A draft "California Climate Adaptation Strategy" recommends that development projects and locations be reconsidered in light of rising sea levels, greater potential flooding and higher temperatures.
Released in early August by the Natural Resources Agency, the plan summarizes the latest science on climate change and makes numerous recommendations for dealing with its effects. State officials and climate-change scientists say an adaptation plan is necessary because even if efforts to reduce greenhouse gas emissions are successful, some level of human-caused climate change is a certainty, as heat-trapping gasses remain in the atmosphere for a long time.
Among the recommendations::
• Consider the effects of climate change in environmental review documents for major development and infrastructure projects.
• Amend general plans and local coastal plans to avoid potential climate effects.

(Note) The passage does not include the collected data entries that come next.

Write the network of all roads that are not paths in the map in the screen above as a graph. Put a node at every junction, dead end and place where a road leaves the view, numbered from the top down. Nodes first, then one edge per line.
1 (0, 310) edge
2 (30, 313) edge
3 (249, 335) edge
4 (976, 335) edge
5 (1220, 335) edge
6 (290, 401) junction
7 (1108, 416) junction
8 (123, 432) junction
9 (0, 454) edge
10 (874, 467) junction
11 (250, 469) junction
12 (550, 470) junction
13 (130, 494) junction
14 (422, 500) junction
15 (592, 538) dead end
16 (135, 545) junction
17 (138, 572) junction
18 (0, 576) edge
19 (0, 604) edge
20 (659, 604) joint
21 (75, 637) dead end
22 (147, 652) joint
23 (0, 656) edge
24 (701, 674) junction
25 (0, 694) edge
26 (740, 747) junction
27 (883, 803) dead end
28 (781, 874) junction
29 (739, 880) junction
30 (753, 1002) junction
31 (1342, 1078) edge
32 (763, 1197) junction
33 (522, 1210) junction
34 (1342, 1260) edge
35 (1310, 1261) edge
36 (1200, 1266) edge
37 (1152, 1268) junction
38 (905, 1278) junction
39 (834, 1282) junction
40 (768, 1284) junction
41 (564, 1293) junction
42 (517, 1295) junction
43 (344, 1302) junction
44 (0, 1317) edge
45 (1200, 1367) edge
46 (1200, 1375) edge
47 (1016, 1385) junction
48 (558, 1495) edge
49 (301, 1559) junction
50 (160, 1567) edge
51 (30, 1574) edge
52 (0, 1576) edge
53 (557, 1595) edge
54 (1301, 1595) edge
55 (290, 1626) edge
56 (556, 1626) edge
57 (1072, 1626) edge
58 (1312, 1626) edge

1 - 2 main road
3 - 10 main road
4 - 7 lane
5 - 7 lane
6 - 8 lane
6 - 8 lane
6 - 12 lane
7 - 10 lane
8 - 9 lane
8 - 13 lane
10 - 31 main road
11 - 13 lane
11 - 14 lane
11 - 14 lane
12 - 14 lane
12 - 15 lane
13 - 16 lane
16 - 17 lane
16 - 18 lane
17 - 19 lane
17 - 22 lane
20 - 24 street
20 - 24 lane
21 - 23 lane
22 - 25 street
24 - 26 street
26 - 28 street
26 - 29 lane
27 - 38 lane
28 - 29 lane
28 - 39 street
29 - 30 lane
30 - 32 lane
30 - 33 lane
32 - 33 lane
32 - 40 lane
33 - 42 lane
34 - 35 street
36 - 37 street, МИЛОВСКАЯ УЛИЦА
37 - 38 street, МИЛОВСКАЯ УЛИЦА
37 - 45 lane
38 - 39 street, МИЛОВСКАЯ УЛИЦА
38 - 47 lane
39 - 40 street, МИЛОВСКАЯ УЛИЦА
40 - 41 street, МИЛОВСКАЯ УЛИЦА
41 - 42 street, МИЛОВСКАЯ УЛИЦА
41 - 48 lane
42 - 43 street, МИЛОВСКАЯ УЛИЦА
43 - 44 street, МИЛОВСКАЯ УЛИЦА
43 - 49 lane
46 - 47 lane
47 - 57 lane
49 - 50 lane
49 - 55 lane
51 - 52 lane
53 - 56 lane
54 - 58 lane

• Assess land use, housing and transportation proposals for their compatibility with a changing climate.
• Consider project alternatives that avoid significant new development in areas prone to flooding, rising sea level, temperature changes and precipitation changes.
• Reduce water usage 20% statewide by 2020 and expand water storage. Improve the Bay Delta water supply, water quality and ecosystem conditions.
• Protect habitat areas and manage water systems to aid species most at risk of extinction due to climate change.
The draft Climate Adaptation Strategy is available at www.climatechange.ca.gov/adaptation. A public meeting on the document is scheduled for August 31 in Los Angeles. Final adoption is scheduled for the fall.